Me estoy haciendo una mantita con una lana súper suaveeee

Mientras, he hablado y visto fotos y vídeos de MiniP disfrutando como una salvaje. Le encanta la playa, y le encanta estar con los abuelos, que por más que lo intenten negar, le dan todo lo que quieren. Y ella encantada, oiga. Que se fue con una maleta pequeña y ha vuelto con dos. Una para la ropa y otra para todas las cosas que le han comprado allí.
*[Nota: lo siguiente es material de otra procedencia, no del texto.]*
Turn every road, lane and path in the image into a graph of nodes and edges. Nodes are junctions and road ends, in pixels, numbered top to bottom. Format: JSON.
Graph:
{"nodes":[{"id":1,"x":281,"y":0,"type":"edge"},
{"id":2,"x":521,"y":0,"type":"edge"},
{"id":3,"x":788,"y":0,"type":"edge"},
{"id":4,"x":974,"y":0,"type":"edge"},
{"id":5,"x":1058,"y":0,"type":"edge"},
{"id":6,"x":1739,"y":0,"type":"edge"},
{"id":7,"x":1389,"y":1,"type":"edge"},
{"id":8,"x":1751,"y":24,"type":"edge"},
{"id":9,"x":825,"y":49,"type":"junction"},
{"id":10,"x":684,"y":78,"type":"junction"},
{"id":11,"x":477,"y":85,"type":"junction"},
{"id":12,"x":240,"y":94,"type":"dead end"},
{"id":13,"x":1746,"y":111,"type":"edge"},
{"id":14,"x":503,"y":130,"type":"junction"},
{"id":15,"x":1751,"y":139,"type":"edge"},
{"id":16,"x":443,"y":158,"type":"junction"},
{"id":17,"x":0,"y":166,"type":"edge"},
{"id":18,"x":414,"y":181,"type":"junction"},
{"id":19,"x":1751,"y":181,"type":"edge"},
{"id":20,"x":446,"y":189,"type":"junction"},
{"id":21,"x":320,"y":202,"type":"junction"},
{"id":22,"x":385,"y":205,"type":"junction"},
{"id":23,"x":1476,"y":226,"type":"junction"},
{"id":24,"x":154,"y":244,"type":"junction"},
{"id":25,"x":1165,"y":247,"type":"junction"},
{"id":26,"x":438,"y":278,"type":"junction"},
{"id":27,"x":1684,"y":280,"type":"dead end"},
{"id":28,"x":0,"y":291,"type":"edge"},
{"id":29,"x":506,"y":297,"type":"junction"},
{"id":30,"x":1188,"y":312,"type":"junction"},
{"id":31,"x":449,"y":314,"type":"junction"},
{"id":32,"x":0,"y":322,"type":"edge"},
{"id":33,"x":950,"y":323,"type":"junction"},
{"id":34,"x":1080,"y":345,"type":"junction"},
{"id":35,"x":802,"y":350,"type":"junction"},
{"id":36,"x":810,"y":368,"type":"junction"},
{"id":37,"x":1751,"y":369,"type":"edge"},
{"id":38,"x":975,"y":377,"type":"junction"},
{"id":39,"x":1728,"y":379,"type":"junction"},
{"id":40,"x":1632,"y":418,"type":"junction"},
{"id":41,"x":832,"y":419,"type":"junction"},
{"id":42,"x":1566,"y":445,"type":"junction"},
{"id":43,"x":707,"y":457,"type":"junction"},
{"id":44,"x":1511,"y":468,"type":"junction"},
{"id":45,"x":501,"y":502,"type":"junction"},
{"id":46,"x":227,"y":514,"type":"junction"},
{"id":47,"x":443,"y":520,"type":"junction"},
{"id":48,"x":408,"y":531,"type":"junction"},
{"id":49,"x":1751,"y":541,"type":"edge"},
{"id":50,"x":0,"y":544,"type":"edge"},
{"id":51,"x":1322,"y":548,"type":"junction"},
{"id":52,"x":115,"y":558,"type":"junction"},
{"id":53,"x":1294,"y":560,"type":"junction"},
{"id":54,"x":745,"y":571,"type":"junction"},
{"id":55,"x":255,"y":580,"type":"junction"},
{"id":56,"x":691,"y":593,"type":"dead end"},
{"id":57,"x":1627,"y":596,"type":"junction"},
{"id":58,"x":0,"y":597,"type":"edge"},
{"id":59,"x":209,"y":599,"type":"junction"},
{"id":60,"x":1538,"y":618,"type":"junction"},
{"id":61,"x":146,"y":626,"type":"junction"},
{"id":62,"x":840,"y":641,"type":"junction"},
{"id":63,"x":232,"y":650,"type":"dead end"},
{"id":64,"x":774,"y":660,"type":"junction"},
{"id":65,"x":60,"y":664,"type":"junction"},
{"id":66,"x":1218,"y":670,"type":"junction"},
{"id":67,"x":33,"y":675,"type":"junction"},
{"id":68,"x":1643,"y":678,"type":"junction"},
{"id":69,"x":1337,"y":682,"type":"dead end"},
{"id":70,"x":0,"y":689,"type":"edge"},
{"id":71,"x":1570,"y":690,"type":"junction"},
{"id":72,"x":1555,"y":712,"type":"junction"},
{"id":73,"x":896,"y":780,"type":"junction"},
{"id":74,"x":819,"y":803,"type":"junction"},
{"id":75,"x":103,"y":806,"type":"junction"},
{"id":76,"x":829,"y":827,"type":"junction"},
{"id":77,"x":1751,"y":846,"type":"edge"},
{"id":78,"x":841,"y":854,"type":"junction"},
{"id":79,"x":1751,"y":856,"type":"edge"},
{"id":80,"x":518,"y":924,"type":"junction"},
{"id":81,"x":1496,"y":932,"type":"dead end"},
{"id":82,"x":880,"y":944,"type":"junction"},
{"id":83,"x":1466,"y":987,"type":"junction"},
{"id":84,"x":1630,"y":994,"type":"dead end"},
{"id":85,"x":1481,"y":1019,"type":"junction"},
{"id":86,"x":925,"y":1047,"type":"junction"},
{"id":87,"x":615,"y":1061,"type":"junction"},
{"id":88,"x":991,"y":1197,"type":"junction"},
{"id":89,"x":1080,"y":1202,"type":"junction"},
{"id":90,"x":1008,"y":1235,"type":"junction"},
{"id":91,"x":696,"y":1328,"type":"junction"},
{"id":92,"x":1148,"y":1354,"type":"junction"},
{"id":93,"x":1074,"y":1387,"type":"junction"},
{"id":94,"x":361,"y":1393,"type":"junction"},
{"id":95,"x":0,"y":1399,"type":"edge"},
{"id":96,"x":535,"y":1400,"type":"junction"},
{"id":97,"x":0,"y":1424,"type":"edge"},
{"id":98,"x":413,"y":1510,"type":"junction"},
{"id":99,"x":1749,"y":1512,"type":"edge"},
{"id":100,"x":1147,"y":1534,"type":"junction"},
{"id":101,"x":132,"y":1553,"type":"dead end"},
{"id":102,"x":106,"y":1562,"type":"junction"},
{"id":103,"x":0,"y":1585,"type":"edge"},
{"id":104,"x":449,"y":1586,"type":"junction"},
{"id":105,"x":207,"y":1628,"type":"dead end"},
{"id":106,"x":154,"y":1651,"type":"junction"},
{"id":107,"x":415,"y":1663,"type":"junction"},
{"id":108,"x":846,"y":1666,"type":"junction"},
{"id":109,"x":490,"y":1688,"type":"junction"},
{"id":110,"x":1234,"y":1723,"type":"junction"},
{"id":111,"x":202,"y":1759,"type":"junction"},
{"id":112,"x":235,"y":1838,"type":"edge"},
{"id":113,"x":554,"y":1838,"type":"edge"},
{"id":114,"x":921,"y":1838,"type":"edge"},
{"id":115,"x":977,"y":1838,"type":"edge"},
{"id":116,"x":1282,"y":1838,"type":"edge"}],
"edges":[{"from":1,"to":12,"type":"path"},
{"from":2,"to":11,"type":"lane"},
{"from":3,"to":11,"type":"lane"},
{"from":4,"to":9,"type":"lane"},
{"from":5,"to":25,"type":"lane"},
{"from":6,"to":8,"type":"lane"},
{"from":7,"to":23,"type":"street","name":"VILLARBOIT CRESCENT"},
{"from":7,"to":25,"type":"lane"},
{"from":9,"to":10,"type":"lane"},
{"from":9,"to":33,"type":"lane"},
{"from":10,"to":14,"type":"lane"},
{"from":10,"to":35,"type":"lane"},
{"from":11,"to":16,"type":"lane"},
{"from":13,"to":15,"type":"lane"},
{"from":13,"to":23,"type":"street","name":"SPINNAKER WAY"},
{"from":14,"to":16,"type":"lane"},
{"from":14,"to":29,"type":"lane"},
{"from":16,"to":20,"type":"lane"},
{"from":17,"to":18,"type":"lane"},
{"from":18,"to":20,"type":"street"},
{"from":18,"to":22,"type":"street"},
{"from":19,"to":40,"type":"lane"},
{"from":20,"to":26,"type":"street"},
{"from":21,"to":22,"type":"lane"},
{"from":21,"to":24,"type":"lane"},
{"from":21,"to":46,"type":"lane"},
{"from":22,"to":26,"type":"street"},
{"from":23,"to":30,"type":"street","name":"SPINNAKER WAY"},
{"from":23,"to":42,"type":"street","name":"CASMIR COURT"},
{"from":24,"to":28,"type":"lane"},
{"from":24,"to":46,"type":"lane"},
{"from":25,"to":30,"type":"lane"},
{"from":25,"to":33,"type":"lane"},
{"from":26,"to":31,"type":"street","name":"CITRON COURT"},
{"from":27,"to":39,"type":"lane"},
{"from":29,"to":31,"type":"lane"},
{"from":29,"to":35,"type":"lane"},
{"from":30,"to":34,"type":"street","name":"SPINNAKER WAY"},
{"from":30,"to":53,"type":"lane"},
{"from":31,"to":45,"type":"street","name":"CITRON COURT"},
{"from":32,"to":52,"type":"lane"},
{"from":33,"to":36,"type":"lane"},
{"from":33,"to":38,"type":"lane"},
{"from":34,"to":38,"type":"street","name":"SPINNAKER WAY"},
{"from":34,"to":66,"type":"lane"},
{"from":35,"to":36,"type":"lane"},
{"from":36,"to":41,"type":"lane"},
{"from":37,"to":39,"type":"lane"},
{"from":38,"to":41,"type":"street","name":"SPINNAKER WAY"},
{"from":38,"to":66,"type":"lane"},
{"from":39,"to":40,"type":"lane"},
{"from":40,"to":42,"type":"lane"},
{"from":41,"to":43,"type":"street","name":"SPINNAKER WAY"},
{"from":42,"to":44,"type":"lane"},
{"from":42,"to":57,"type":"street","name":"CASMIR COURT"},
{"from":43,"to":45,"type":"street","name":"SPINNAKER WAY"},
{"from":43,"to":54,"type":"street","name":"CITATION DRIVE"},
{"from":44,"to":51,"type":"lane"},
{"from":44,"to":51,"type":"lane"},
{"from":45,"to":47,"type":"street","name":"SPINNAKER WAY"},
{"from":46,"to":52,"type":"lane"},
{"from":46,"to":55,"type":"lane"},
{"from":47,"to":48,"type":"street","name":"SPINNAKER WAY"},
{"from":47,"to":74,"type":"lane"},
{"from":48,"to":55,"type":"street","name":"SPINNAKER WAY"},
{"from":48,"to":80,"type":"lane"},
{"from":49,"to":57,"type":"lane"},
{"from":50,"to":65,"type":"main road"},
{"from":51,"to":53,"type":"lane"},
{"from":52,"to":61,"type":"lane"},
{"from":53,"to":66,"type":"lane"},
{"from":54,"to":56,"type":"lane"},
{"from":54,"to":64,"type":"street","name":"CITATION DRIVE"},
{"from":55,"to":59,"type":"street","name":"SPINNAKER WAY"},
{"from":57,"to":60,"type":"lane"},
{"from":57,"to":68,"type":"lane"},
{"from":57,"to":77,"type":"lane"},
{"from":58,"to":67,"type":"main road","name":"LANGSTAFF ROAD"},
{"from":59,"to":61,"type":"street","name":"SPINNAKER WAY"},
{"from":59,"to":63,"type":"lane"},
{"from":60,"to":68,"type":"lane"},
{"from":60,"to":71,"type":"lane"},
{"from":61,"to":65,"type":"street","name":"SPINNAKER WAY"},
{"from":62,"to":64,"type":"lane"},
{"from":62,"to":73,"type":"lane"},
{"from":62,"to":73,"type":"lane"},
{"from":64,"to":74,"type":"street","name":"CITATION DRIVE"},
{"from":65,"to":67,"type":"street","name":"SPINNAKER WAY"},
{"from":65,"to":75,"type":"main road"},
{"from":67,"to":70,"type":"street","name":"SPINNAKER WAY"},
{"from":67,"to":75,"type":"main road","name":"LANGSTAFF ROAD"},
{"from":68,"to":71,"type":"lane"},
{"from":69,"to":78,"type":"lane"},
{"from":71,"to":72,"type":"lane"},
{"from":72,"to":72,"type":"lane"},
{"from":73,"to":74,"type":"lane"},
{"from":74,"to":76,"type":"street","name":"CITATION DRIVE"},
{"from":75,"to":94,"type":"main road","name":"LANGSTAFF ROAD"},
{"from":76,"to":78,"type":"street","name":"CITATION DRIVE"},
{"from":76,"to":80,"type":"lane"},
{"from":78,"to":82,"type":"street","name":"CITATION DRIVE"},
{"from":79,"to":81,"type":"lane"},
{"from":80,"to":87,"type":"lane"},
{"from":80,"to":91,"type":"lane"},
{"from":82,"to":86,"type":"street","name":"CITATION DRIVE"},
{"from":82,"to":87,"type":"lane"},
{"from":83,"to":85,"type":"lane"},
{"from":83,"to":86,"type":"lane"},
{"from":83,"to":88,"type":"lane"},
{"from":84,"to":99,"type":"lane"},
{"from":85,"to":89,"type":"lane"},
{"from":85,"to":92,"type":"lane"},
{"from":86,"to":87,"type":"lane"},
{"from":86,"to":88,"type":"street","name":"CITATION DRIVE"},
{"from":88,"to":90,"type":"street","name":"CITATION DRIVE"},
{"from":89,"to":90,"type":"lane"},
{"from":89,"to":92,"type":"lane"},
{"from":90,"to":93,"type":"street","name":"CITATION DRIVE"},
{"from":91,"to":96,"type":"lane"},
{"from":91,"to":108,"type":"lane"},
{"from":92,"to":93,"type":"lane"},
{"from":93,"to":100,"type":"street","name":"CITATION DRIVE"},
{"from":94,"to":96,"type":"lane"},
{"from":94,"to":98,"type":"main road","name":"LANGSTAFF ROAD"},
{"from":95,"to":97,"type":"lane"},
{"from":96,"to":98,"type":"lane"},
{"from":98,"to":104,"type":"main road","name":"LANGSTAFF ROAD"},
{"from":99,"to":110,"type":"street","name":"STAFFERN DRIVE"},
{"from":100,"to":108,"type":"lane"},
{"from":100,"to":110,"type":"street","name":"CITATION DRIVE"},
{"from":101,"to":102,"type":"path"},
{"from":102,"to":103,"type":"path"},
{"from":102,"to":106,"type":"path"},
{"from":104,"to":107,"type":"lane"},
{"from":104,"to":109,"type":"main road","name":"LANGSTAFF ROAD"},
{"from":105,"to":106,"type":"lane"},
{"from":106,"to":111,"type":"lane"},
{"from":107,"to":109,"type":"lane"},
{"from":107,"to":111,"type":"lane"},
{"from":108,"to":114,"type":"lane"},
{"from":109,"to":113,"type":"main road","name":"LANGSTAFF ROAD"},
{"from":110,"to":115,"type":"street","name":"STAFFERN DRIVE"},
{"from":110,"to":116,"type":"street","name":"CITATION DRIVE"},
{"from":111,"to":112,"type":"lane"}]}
Creo que nos ha venido bien esta semana. A toda la familia Apuros. A ella le ha servido para tener unas vacaciones que estaba echando de menos, una semana con las normas laxas, con la playa, la piscina y los paseos de por las tardes. Que tiene tela que a finales de octubre se haya podido bañar, pero tampoco solucionamos el cambio climático no aprovechado la coyuntura. 

Y a Papá en Apuros y a mi nos ha servido como reinicio, como una pausa en la que hemos podido descansar. Más psicológico que otra cosa. Después del verano duro que hemos pasado nos merecíamos la pausa.

Al principio teníamos muchos planes, pero se fueron por la borda. Cuando llegaba Papá en Apuros de trabajar no sé cómo nos encontrábamos tomando algo en nuestro bar de referencia. Luego en casa hemos visto varias series que teníamos pendientes. Lo que da la noche de sí cuando no tienes que estar una hora esperando que la peque se duerma…

Y por eso me siento mala madre, por haber disfrutado de no tener niña en casa una semana entera. Por haberme tomado las cosas en plan relax, pero aún así haber ido saliendo. Por pasarme la tarde entera leyendo, sin tener que salir al parque.

Que han sido vacaciones para ella, y para nosotros también.